* Activity
If a line of the material holds the string "true", please copy it.

* Data section
·····

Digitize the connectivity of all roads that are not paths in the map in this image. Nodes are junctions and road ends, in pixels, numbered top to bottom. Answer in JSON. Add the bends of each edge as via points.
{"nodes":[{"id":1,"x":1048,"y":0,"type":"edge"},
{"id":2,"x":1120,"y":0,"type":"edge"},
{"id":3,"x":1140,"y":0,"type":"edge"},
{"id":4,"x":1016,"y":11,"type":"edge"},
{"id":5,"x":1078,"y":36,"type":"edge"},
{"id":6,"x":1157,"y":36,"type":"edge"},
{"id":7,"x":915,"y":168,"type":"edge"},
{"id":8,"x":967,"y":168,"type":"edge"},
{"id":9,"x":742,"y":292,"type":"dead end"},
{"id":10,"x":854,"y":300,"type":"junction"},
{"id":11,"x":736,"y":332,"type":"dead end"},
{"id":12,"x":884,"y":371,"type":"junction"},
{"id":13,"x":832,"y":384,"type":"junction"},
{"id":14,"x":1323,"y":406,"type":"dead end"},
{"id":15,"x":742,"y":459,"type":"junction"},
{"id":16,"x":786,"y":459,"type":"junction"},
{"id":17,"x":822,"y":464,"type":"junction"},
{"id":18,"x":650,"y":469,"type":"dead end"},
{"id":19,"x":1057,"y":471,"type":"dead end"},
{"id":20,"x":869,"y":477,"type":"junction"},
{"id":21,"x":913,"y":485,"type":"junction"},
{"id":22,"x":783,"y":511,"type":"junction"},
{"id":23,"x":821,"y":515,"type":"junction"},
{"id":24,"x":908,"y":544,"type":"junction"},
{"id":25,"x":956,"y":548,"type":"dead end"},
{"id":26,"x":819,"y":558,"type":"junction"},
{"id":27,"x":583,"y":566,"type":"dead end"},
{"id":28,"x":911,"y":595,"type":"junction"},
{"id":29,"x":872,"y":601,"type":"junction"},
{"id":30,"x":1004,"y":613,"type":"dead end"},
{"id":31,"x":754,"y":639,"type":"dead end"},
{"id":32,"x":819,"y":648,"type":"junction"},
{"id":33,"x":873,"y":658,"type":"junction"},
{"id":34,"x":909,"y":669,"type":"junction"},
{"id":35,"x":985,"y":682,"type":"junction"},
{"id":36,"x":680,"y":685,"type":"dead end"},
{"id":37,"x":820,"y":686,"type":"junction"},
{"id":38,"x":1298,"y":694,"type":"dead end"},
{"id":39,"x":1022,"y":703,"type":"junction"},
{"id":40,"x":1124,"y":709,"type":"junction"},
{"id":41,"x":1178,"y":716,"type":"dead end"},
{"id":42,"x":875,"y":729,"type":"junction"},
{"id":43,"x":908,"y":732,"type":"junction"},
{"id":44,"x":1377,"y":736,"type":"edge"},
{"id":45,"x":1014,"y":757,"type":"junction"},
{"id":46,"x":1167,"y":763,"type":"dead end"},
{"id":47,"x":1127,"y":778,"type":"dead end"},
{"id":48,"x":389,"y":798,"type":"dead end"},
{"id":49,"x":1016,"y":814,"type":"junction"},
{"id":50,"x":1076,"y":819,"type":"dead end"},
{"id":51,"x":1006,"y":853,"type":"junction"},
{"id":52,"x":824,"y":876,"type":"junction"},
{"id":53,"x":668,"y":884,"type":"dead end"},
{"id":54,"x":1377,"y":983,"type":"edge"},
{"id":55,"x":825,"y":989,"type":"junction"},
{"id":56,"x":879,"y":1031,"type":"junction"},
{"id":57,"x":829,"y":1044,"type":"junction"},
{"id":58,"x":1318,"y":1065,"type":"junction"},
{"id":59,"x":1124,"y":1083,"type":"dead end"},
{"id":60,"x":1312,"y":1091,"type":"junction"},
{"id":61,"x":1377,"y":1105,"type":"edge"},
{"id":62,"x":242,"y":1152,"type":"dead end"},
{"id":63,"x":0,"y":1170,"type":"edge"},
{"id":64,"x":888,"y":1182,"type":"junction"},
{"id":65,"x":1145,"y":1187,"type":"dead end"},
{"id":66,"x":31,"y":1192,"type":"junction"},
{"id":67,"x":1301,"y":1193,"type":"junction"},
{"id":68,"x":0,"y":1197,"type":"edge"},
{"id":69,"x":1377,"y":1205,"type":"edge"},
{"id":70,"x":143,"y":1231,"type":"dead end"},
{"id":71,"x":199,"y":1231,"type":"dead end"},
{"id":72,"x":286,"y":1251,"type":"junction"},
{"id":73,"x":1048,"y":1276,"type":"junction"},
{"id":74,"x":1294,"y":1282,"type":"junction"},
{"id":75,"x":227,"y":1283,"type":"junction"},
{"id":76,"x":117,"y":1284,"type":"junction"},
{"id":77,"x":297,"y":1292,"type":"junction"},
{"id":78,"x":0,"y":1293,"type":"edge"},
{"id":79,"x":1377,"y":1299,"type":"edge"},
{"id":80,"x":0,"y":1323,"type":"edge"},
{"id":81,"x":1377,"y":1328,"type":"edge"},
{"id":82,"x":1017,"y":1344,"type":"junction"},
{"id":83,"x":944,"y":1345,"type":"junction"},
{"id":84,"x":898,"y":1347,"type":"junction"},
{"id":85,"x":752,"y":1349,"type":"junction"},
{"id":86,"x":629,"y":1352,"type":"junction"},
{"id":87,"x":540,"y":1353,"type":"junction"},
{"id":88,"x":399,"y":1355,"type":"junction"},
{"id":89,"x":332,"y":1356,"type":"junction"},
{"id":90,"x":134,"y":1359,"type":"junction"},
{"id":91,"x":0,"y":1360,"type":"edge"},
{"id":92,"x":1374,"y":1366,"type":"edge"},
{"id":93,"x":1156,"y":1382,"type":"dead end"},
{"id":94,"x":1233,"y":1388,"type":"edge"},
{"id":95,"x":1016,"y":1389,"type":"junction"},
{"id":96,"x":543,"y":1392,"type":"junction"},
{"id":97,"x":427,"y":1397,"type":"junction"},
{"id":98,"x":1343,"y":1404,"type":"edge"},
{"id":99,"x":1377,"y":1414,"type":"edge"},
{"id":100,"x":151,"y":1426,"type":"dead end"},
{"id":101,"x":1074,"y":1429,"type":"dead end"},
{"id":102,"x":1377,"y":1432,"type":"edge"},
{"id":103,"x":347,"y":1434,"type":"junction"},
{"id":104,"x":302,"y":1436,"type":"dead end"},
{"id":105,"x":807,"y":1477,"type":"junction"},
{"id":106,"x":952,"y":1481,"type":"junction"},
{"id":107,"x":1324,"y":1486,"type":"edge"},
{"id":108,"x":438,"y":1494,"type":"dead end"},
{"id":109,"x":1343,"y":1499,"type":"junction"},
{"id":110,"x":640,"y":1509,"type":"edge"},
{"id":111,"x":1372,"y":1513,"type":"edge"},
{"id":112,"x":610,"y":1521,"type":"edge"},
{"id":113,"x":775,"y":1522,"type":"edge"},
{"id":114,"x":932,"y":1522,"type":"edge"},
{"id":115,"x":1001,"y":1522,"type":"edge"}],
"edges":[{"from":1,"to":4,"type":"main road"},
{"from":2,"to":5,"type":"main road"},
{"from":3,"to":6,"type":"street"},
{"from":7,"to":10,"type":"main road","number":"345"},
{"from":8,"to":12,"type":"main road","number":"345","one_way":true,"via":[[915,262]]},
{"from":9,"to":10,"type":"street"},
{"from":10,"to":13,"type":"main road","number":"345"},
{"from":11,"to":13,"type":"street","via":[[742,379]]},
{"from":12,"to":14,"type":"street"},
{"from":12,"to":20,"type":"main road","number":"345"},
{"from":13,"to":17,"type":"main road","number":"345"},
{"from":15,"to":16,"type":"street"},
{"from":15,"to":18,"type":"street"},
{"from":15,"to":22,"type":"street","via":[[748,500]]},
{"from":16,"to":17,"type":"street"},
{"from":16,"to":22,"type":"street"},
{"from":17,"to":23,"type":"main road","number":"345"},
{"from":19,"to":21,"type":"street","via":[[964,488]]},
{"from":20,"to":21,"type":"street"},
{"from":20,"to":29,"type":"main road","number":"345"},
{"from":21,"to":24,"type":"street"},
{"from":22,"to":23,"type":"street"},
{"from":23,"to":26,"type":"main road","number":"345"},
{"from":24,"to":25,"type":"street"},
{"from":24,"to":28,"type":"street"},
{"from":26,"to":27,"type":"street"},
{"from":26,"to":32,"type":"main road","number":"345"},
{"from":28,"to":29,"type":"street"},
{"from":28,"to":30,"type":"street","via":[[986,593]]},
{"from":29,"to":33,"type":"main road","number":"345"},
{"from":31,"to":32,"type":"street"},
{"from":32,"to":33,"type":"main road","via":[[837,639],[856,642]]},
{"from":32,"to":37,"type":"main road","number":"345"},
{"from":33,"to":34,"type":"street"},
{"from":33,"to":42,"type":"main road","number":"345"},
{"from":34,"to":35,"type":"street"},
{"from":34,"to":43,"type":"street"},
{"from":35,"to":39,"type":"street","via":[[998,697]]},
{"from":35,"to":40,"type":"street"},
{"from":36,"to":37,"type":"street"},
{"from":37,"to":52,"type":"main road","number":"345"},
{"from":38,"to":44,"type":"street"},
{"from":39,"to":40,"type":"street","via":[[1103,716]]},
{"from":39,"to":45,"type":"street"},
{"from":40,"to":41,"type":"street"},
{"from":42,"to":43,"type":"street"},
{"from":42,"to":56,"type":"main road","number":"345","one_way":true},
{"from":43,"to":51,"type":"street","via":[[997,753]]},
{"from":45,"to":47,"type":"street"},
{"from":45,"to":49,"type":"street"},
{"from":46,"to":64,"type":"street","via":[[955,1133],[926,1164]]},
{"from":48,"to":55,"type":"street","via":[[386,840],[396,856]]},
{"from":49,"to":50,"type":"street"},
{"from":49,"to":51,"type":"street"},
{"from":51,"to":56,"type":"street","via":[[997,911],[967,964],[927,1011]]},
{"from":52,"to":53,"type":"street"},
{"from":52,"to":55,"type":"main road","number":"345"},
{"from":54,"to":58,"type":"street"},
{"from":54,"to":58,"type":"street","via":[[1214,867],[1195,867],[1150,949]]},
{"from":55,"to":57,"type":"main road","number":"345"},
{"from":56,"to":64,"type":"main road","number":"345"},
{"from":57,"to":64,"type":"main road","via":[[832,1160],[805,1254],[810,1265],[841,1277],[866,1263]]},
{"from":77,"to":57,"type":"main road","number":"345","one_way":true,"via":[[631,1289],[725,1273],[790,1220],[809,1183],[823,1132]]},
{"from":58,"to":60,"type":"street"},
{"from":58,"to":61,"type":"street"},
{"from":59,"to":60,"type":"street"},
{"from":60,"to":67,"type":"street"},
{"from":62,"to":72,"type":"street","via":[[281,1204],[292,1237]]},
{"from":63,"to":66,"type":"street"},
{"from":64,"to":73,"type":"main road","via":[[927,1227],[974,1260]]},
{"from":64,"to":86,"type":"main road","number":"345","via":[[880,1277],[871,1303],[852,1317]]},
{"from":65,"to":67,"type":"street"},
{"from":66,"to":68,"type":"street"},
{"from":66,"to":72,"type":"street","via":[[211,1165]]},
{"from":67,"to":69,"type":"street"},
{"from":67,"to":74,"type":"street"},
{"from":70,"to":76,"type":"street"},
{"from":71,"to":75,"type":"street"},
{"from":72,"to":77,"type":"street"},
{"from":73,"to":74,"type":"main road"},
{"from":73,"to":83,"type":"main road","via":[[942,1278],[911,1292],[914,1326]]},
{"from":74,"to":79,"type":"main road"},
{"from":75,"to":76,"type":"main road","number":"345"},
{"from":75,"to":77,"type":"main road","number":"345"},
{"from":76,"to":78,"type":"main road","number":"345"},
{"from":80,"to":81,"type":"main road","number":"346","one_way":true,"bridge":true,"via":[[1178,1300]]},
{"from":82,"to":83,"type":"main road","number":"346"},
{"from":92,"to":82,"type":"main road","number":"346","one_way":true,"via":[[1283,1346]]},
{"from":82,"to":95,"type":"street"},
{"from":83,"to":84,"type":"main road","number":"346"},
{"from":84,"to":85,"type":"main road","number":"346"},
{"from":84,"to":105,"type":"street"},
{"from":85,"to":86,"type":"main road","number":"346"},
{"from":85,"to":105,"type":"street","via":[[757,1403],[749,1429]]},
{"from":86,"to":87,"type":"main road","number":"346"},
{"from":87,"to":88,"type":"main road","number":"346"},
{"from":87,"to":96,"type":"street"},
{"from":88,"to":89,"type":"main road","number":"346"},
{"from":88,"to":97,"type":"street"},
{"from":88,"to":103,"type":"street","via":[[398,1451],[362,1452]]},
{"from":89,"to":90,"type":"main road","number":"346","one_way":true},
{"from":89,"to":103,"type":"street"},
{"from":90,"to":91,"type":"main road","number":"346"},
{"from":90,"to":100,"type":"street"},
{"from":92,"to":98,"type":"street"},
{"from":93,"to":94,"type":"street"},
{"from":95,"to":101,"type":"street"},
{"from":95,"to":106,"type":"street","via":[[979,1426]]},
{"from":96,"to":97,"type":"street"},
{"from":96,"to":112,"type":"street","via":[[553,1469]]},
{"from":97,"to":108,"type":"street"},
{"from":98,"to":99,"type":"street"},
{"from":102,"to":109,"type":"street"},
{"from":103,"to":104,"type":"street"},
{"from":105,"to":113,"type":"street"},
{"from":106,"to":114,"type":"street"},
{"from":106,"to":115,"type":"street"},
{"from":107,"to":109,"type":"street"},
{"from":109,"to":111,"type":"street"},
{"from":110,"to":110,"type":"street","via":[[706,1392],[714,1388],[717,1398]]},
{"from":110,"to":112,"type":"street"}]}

·····

* Task solution
{"from":8,"to":12,"type":"main road","number":"345","one_way":true,"via":[[915,262]]},
{"from":42,"to":56,"type":"main road","number":"345","one_way":true},
{"from":77,"to":57,"type":"main road","number":"345","one_way":true,"via":[[631,1289],[725,1273],[790,1220],[809,1183],[823,1132]]},
{"from":80,"to":81,"type":"main road","number":"346","one_way":true,"bridge":true,"via":[[1178,1300]]},
{"from":92,"to":82,"type":"main road","number":"346","one_way":true,"via":[[1283,1346]]},
{"from":89,"to":90,"type":"main road","number":"346","one_way":true},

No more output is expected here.